--- START ---

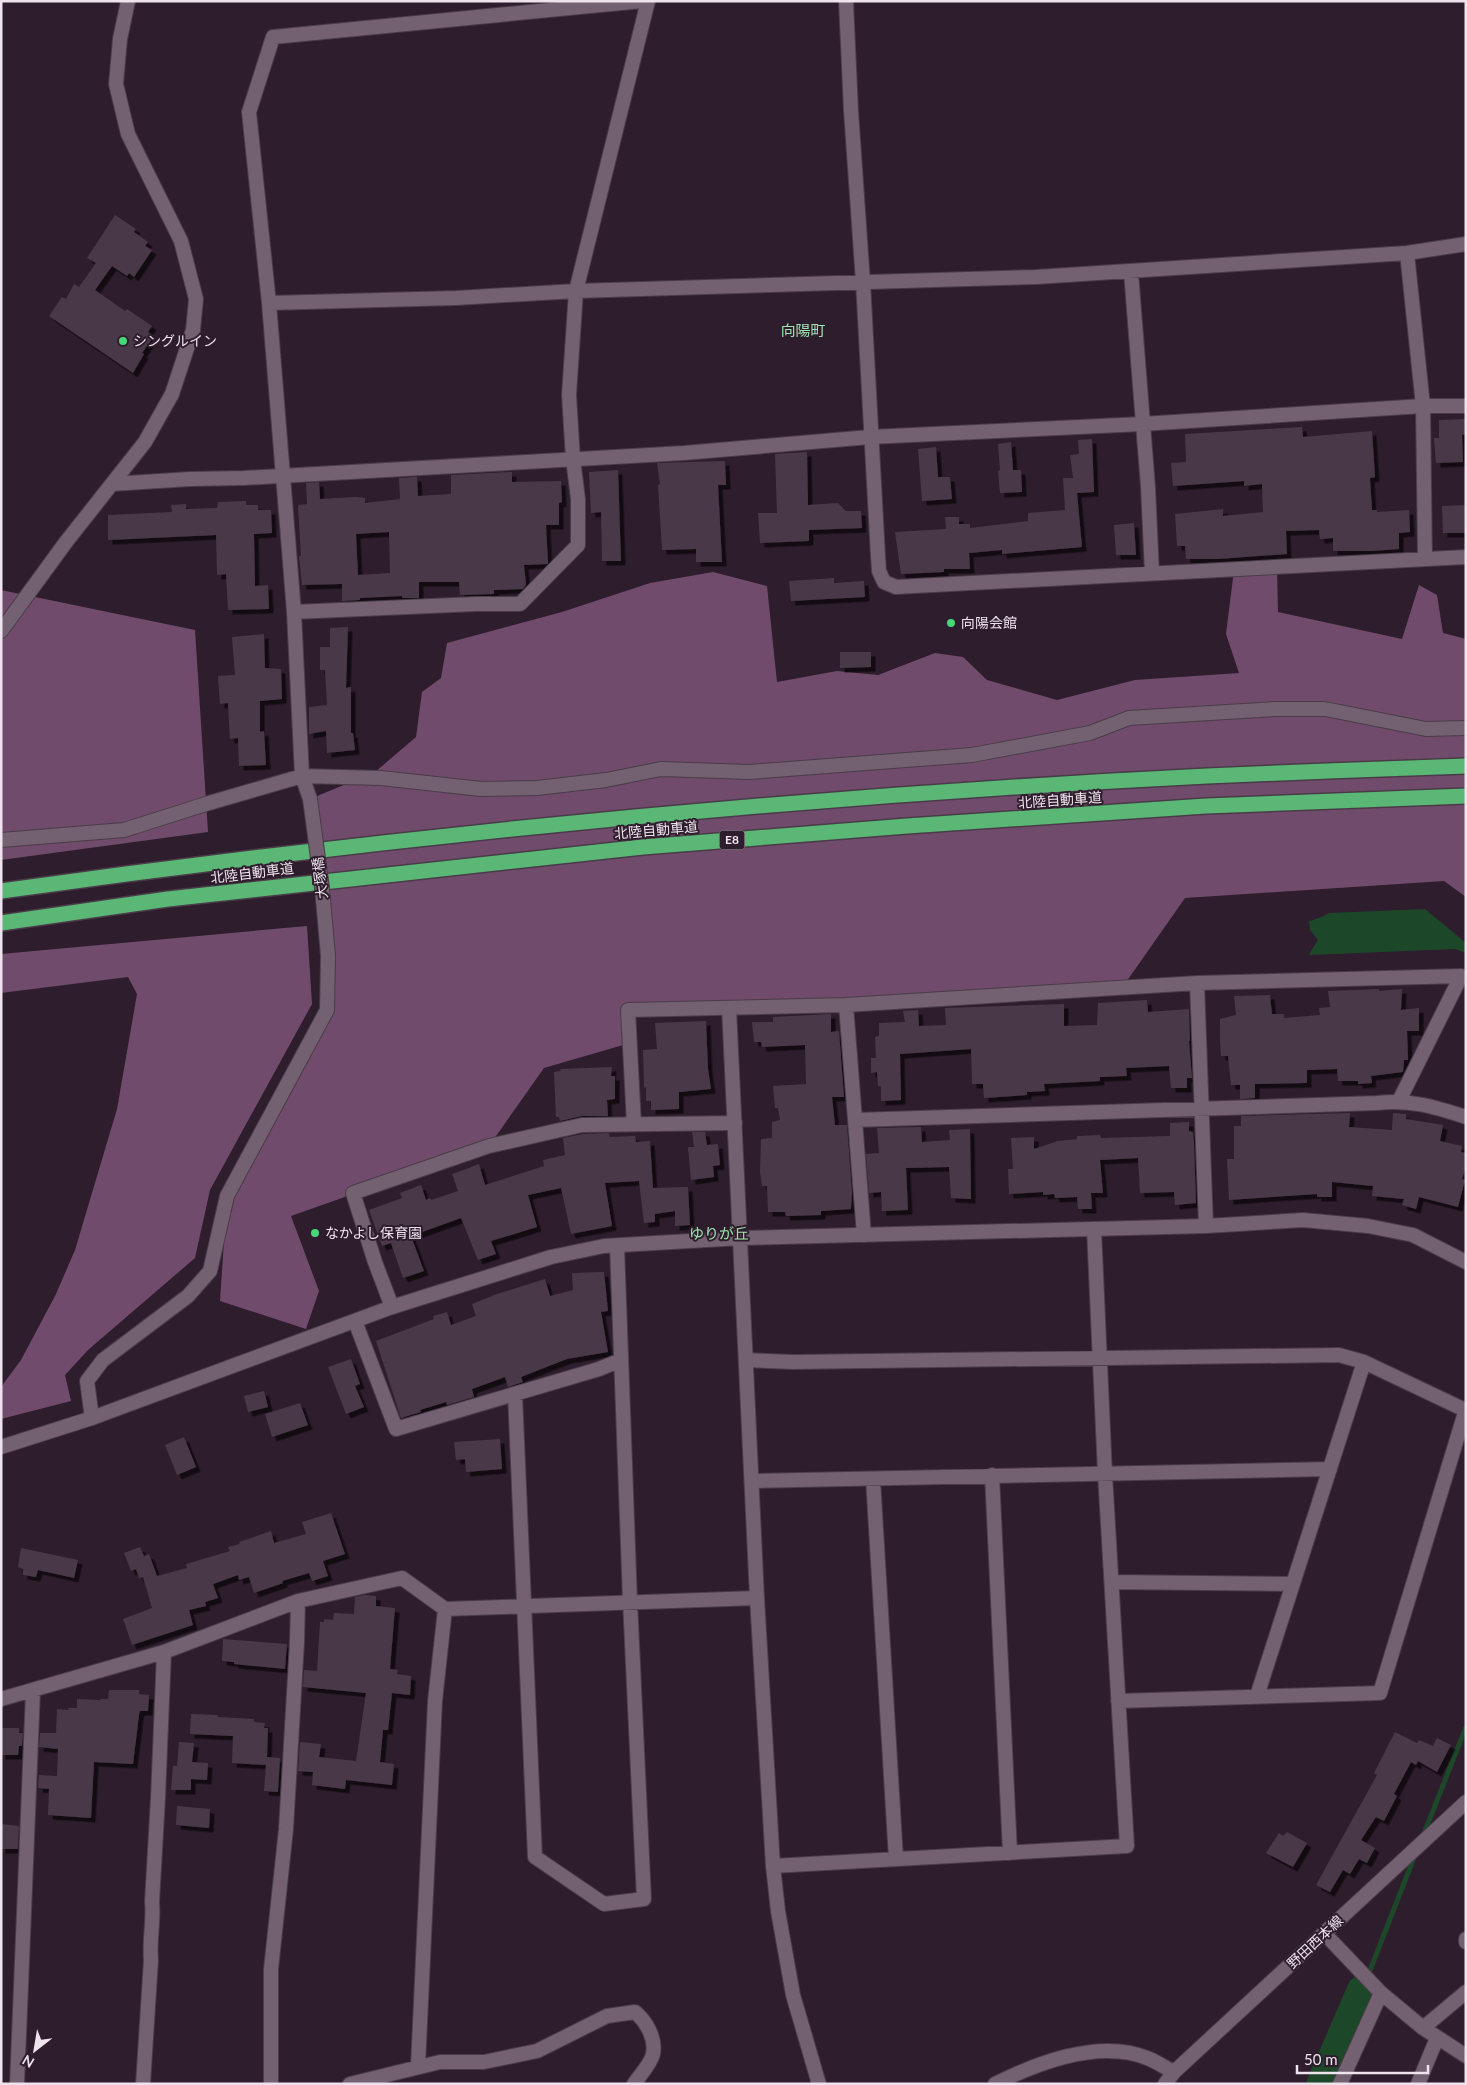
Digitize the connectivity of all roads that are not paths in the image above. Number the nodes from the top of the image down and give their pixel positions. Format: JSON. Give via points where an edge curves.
{"nodes":[{"id":1,"x":128,"y":1,"type":"edge"},
{"id":2,"x":642,"y":1,"type":"edge"},
{"id":3,"x":648,"y":1,"type":"edge"},
{"id":4,"x":846,"y":1,"type":"edge"},
{"id":5,"x":1466,"y":244,"type":"edge"},
{"id":6,"x":1407,"y":253,"type":"junction"},
{"id":7,"x":1131,"y":272,"type":"junction"},
{"id":8,"x":864,"y":282,"type":"junction"},
{"id":9,"x":576,"y":291,"type":"junction"},
{"id":10,"x":269,"y":303,"type":"junction"},
{"id":11,"x":1423,"y":406,"type":"junction"},
{"id":12,"x":1466,"y":406,"type":"edge"},
{"id":13,"x":1142,"y":424,"type":"junction"},
{"id":14,"x":870,"y":437,"type":"junction"},
{"id":15,"x":573,"y":459,"type":"junction"},
{"id":16,"x":283,"y":475,"type":"junction"},
{"id":17,"x":112,"y":484,"type":"junction"},
{"id":18,"x":1466,"y":557,"type":"edge"},
{"id":19,"x":1425,"y":559,"type":"junction"},
{"id":20,"x":1152,"y":573,"type":"junction"},
{"id":21,"x":294,"y":612,"type":"junction"},
{"id":22,"x":1,"y":631,"type":"edge"},
{"id":23,"x":1466,"y":728,"type":"edge"},
{"id":24,"x":1466,"y":766,"type":"edge"},
{"id":25,"x":302,"y":776,"type":"junction"},
{"id":26,"x":1466,"y":796,"type":"edge"},
{"id":27,"x":1,"y":840,"type":"edge"},
{"id":28,"x":1,"y":891,"type":"edge"},
{"id":29,"x":1,"y":923,"type":"edge"},
{"id":30,"x":1464,"y":977,"type":"edge"},
{"id":31,"x":1197,"y":983,"type":"junction"},
{"id":32,"x":846,"y":1005,"type":"junction"},
{"id":33,"x":729,"y":1008,"type":"junction"},
{"id":34,"x":1398,"y":1100,"type":"junction"},
{"id":35,"x":1203,"y":1108,"type":"junction"},
{"id":36,"x":1466,"y":1117,"type":"edge"},
{"id":37,"x":856,"y":1120,"type":"junction"},
{"id":38,"x":735,"y":1123,"type":"junction"},
{"id":39,"x":634,"y":1124,"type":"junction"},
{"id":40,"x":1206,"y":1226,"type":"junction"},
{"id":41,"x":1094,"y":1229,"type":"junction"},
{"id":42,"x":864,"y":1235,"type":"junction"},
{"id":43,"x":741,"y":1238,"type":"junction"},
{"id":44,"x":617,"y":1246,"type":"junction"},
{"id":45,"x":1466,"y":1262,"type":"edge"},
{"id":46,"x":392,"y":1307,"type":"junction"},
{"id":47,"x":355,"y":1321,"type":"junction"},
{"id":48,"x":1100,"y":1357,"type":"junction"},
{"id":49,"x":621,"y":1360,"type":"junction"},
{"id":50,"x":746,"y":1360,"type":"junction"},
{"id":51,"x":1364,"y":1362,"type":"junction"},
{"id":52,"x":514,"y":1394,"type":"junction"},
{"id":53,"x":1466,"y":1410,"type":"edge"},
{"id":54,"x":92,"y":1418,"type":"junction"},
{"id":55,"x":1,"y":1447,"type":"edge"},
{"id":56,"x":1330,"y":1469,"type":"junction"},
{"id":57,"x":1104,"y":1474,"type":"junction"},
{"id":58,"x":992,"y":1475,"type":"junction"},
{"id":59,"x":873,"y":1479,"type":"junction"},
{"id":60,"x":752,"y":1481,"type":"junction"},
{"id":61,"x":1112,"y":1582,"type":"junction"},
{"id":62,"x":1292,"y":1584,"type":"junction"},
{"id":63,"x":757,"y":1598,"type":"junction"},
{"id":64,"x":298,"y":1601,"type":"junction"},
{"id":65,"x":630,"y":1601,"type":"junction"},
{"id":66,"x":524,"y":1607,"type":"junction"},
{"id":67,"x":445,"y":1609,"type":"junction"},
{"id":68,"x":164,"y":1652,"type":"junction"},
{"id":69,"x":33,"y":1691,"type":"junction"},
{"id":70,"x":1257,"y":1696,"type":"junction"},
{"id":71,"x":1,"y":1699,"type":"edge"},
{"id":72,"x":1118,"y":1701,"type":"junction"},
{"id":73,"x":1466,"y":1802,"type":"edge"},
{"id":74,"x":1010,"y":1853,"type":"junction"},
{"id":75,"x":896,"y":1859,"type":"junction"},
{"id":76,"x":773,"y":1866,"type":"junction"},
{"id":77,"x":1324,"y":1934,"type":"junction"},
{"id":78,"x":1378,"y":1990,"type":"junction"},
{"id":79,"x":1466,"y":1992,"type":"edge"},
{"id":80,"x":1422,"y":2028,"type":"junction"},
{"id":81,"x":1438,"y":2038,"type":"junction"},
{"id":82,"x":1466,"y":2056,"type":"edge"},
{"id":83,"x":418,"y":2066,"type":"junction"},
{"id":84,"x":1174,"y":2072,"type":"junction"},
{"id":85,"x":17,"y":2084,"type":"edge"},
{"id":86,"x":143,"y":2084,"type":"edge"},
{"id":87,"x":271,"y":2084,"type":"edge"},
{"id":88,"x":350,"y":2084,"type":"edge"},
{"id":89,"x":634,"y":2084,"type":"edge"},
{"id":90,"x":820,"y":2084,"type":"edge"},
{"id":91,"x":996,"y":2084,"type":"edge"},
{"id":92,"x":1165,"y":2084,"type":"edge"},
{"id":93,"x":1340,"y":2084,"type":"edge"},
{"id":94,"x":1418,"y":2084,"type":"edge"}],
"edges":[{"from":1,"to":17,"type":"street","via":[[116,84],[128,134],[181,241],[196,300],[193,330],[172,394],[145,442]]},
{"from":2,"to":10,"type":"street","name":"大塚橋","via":[[273,37],[249,112]]},
{"from":3,"to":9,"type":"street"},
{"from":4,"to":8,"type":"street"},
{"from":5,"to":6,"type":"street"},
{"from":6,"to":7,"type":"street"},
{"from":6,"to":11,"type":"street"},
{"from":7,"to":8,"type":"street"},
{"from":7,"to":13,"type":"street"},
{"from":8,"to":9,"type":"street"},
{"from":8,"to":14,"type":"street"},
{"from":9,"to":10,"type":"street"},
{"from":9,"to":15,"type":"street","via":[[569,395]]},
{"from":10,"to":16,"type":"street","name":"大塚橋"},
{"from":11,"to":12,"type":"street"},
{"from":11,"to":13,"type":"street"},
{"from":11,"to":19,"type":"street"},
{"from":13,"to":14,"type":"street"},
{"from":13,"to":20,"type":"street"},
{"from":14,"to":15,"type":"street"},
{"from":14,"to":20,"type":"street","via":[[878,564],[884,582],[896,586]]},
{"from":15,"to":16,"type":"street"},
{"from":15,"to":21,"type":"street","via":[[578,499],[578,545],[520,604]]},
{"from":16,"to":17,"type":"street"},
{"from":16,"to":21,"type":"street","name":"大塚橋"},
{"from":17,"to":22,"type":"street"},
{"from":18,"to":19,"type":"street"},
{"from":19,"to":20,"type":"street"},
{"from":21,"to":25,"type":"street","name":"大塚橋"},
{"from":23,"to":25,"type":"street","via":[[1426,729],[1325,709],[1275,709],[1129,718],[1090,733],[972,755],[749,772],[660,769],[606,780],[537,788],[482,789],[381,778]]},
{"from":24,"to":28,"type":"highway","name":"北陸自動車道","number":"E8","via":[[1177,778],[905,795],[658,816],[388,842]]},
{"from":25,"to":27,"type":"street","via":[[124,830]]},
{"from":25,"to":54,"type":"street","name":"大塚橋","bridge":true,"via":[[310,799],[322,888],[328,956],[327,1010],[228,1196],[210,1271],[188,1296],[103,1360],[87,1381]]},
{"from":26,"to":29,"type":"highway","name":"北陸自動車道","number":"E8","via":[[1186,808],[643,847],[168,899]]},
{"from":30,"to":31,"type":"street"},
{"from":30,"to":34,"type":"street"},
{"from":31,"to":32,"type":"street"},
{"from":31,"to":35,"type":"street"},
{"from":32,"to":33,"type":"street"},
{"from":32,"to":37,"type":"street"},
{"from":33,"to":38,"type":"street"},
{"from":33,"to":39,"type":"street","via":[[628,1010]]},
{"from":34,"to":35,"type":"street"},
{"from":34,"to":36,"type":"street"},
{"from":35,"to":37,"type":"street"},
{"from":35,"to":40,"type":"street"},
{"from":37,"to":42,"type":"street"},
{"from":38,"to":39,"type":"street"},
{"from":38,"to":43,"type":"street"},
{"from":39,"to":46,"type":"street","via":[[582,1125],[489,1146],[353,1193]]},
{"from":40,"to":41,"type":"street"},
{"from":40,"to":45,"type":"street","via":[[1304,1220],[1368,1226],[1413,1235]]},
{"from":41,"to":42,"type":"street"},
{"from":41,"to":48,"type":"street"},
{"from":42,"to":43,"type":"street"},
{"from":43,"to":44,"type":"street"},
{"from":43,"to":50,"type":"street"},
{"from":44,"to":46,"type":"street","via":[[551,1256]]},
{"from":44,"to":49,"type":"street"},
{"from":46,"to":47,"type":"street"},
{"from":47,"to":52,"type":"street","via":[[396,1428]]},
{"from":47,"to":54,"type":"street"},
{"from":48,"to":50,"type":"street"},
{"from":48,"to":51,"type":"street","via":[[1339,1355]]},
{"from":48,"to":57,"type":"street"},
{"from":49,"to":52,"type":"street"},
{"from":49,"to":65,"type":"street"},
{"from":50,"to":60,"type":"street"},
{"from":51,"to":53,"type":"street"},
{"from":51,"to":56,"type":"street"},
{"from":52,"to":66,"type":"street"},
{"from":53,"to":70,"type":"street","via":[[1380,1693]]},
{"from":54,"to":55,"type":"street"},
{"from":56,"to":57,"type":"street"},
{"from":56,"to":62,"type":"street"},
{"from":57,"to":58,"type":"street"},
{"from":57,"to":61,"type":"street"},
{"from":58,"to":59,"type":"street"},
{"from":58,"to":74,"type":"street"},
{"from":59,"to":60,"type":"street"},
{"from":59,"to":75,"type":"street"},
{"from":60,"to":63,"type":"street"},
{"from":61,"to":62,"type":"street"},
{"from":61,"to":72,"type":"street"},
{"from":62,"to":70,"type":"street"},
{"from":63,"to":65,"type":"street"},
{"from":63,"to":76,"type":"street"},
{"from":64,"to":67,"type":"street","via":[[402,1578]]},
{"from":64,"to":68,"type":"street"},
{"from":64,"to":87,"type":"street","via":[[286,1829],[271,1969]]},
{"from":65,"to":66,"type":"street"},
{"from":65,"to":66,"type":"street","via":[[644,1899],[604,1904],[535,1857]]},
{"from":66,"to":67,"type":"street"},
{"from":67,"to":83,"type":"street","via":[[436,1702]]},
{"from":68,"to":69,"type":"street"},
{"from":68,"to":86,"type":"street"},
{"from":69,"to":71,"type":"street"},
{"from":69,"to":85,"type":"street"},
{"from":70,"to":72,"type":"street"},
{"from":72,"to":74,"type":"street","via":[[1127,1846]]},
{"from":73,"to":77,"type":"street","name":"野田西本線"},
{"from":74,"to":75,"type":"street"},
{"from":75,"to":76,"type":"street"},
{"from":76,"to":90,"type":"street","via":[[793,1996]]},
{"from":77,"to":78,"type":"street"},
{"from":77,"to":84,"type":"street","name":"野田西本線"},
{"from":78,"to":80,"type":"street"},
{"from":78,"to":93,"type":"street"},
{"from":79,"to":80,"type":"street"},
{"from":80,"to":81,"type":"street"},
{"from":81,"to":82,"type":"street"},
{"from":81,"to":94,"type":"street"},
{"from":83,"to":88,"type":"street"},
{"from":83,"to":89,"type":"street","via":[[440,2062],[484,2062],[537,2051],[608,2016],[635,2012],[642,2018],[653,2041],[653,2056]]},
{"from":84,"to":91,"type":"street","via":[[1147,2058],[1119,2052],[1089,2052],[1028,2067]]},
{"from":84,"to":92,"type":"street","name":"野田西本線"}]}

--- END ---

## What you need to do
If a line above contains the word "野田西本線", it counts; state how many lines count, and nothing more.

## Solved exercise
3